AbstractSuper-resolution optical imaging has become a prominent tool in life and material sciences, allowing one to decipher structures at increasingly greater spatial detail. Among the utilized techniques in this field, super-resolution optical fluctuation imaging (SOFI) has proved to be a valuable approach. A major advantage of SOFI is its less restrictive requirements for generating super-resolved images of neighboring nanostructures or molecules, as it only assumes that the detected fluctuating light from neighboring emitters is statistically uncorrelated, but not necessarily separated in time. While most optical super-resolution microscopies depend on signals obtained from fluorescence, they are limited by photobleaching and phototoxicity. An alternative source for optical signals can be acquired by detecting the light scattered from molecules or nanoparticles.
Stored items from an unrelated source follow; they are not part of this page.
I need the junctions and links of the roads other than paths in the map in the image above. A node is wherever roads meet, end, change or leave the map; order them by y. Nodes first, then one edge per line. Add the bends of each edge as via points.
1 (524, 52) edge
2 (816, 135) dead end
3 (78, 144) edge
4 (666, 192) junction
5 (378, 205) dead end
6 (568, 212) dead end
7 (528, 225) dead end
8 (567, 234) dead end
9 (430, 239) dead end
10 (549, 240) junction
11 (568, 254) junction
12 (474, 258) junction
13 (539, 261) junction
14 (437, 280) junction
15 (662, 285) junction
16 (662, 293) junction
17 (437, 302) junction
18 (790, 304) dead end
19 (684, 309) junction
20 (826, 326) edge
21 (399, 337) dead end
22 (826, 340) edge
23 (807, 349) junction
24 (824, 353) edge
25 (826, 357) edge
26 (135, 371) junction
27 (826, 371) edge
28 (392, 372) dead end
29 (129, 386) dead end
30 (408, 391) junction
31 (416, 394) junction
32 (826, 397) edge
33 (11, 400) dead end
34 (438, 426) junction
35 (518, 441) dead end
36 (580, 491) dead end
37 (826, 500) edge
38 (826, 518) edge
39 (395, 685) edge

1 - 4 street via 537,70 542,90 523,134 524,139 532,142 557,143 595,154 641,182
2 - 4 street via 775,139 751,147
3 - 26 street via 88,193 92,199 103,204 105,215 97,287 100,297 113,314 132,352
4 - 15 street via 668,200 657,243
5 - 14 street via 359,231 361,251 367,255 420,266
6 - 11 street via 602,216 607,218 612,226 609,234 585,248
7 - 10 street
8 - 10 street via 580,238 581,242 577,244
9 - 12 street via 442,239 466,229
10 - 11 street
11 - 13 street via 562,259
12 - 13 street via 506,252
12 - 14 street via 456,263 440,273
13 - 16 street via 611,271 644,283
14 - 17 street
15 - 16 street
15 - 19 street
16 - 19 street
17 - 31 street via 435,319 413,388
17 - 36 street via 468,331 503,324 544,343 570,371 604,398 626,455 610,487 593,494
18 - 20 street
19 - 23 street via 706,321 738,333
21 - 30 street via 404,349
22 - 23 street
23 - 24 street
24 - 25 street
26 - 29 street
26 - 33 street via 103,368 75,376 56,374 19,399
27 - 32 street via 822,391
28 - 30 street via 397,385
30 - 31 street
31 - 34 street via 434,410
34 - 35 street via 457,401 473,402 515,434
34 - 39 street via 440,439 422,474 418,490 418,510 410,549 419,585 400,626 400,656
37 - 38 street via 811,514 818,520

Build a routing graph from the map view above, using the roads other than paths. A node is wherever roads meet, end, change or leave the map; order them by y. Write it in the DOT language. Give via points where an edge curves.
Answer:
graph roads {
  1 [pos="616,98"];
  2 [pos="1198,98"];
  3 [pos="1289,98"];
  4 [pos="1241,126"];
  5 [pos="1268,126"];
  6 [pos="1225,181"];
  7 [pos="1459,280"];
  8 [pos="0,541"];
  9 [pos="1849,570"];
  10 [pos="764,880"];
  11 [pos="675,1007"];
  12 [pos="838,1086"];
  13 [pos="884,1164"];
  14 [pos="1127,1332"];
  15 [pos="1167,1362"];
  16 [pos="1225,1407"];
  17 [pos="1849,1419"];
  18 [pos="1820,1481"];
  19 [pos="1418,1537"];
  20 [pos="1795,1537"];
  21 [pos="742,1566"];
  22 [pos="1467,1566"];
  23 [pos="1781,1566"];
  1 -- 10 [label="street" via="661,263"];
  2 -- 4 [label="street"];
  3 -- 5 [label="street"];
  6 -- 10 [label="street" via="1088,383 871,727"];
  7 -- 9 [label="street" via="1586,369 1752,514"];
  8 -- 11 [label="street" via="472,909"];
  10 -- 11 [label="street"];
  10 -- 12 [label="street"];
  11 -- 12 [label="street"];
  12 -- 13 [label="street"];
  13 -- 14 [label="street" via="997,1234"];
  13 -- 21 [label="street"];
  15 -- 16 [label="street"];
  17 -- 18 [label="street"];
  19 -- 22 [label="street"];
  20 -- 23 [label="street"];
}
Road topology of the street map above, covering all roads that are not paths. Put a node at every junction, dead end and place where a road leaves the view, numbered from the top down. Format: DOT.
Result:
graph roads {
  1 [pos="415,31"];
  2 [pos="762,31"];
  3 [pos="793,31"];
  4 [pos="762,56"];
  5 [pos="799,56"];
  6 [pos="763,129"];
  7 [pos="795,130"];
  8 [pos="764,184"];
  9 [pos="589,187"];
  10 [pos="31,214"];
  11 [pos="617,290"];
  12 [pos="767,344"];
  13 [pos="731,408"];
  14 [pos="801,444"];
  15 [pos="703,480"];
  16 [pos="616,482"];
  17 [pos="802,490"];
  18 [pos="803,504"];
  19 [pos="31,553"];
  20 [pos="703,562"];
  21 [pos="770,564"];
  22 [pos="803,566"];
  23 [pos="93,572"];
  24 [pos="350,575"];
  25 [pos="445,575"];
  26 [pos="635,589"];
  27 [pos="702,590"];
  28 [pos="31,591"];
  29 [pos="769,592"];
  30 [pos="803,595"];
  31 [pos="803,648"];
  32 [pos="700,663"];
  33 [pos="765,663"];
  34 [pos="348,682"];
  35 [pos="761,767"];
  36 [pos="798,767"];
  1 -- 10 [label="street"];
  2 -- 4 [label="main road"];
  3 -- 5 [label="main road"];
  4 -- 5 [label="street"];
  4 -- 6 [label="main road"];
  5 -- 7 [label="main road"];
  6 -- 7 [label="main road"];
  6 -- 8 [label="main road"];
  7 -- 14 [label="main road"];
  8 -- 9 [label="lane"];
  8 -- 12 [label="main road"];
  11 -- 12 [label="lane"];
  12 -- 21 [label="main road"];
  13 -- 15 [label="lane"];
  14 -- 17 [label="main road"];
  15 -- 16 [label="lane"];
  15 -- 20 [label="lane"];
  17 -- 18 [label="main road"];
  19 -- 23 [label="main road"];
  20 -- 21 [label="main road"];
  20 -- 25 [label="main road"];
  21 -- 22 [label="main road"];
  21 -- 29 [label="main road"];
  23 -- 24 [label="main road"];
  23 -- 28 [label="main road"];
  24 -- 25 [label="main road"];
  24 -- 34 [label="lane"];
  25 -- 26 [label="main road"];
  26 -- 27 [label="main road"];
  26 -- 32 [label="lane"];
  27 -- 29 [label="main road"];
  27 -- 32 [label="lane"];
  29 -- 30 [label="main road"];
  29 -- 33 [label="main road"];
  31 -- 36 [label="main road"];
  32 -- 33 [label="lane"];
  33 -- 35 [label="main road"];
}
However, the application of coherent scattering-based imaging modalities for super-resolution imaging has been considerably limited compared to fluorescence-based modalities. Here, we develop scattering-based super-resolution optical fluctuation imaging (sSOFI), where we utilize the rotation of anisotropic particles as a source of fluctuating optical signals. We discuss the differences in the application of SOFI algorithms for coherent and incoherent imaging modalities, and utilize interference microscopy to demonstrate super-resolution imaging of rotating nanoparticle dimers. We present a theoretical analysis of the relevant model systems, and discuss the possible effects of cusp artifacts and electrodynamic coupling between nearby nano-scatterers. Finally, we apply sSOFI as a label-free novelty filter that highlights regions with higher activity of biomolecules and demonstrate its use by imaging membrane protrusions of live cells. Overall, the development of optical super-resolution approaches for coherent scattering-based imaging modalities, as described here, could potentially allow for the investigation of biological processes at temporal resolutions and acquisition durations previously inaccessible in fluorescence-based imaging.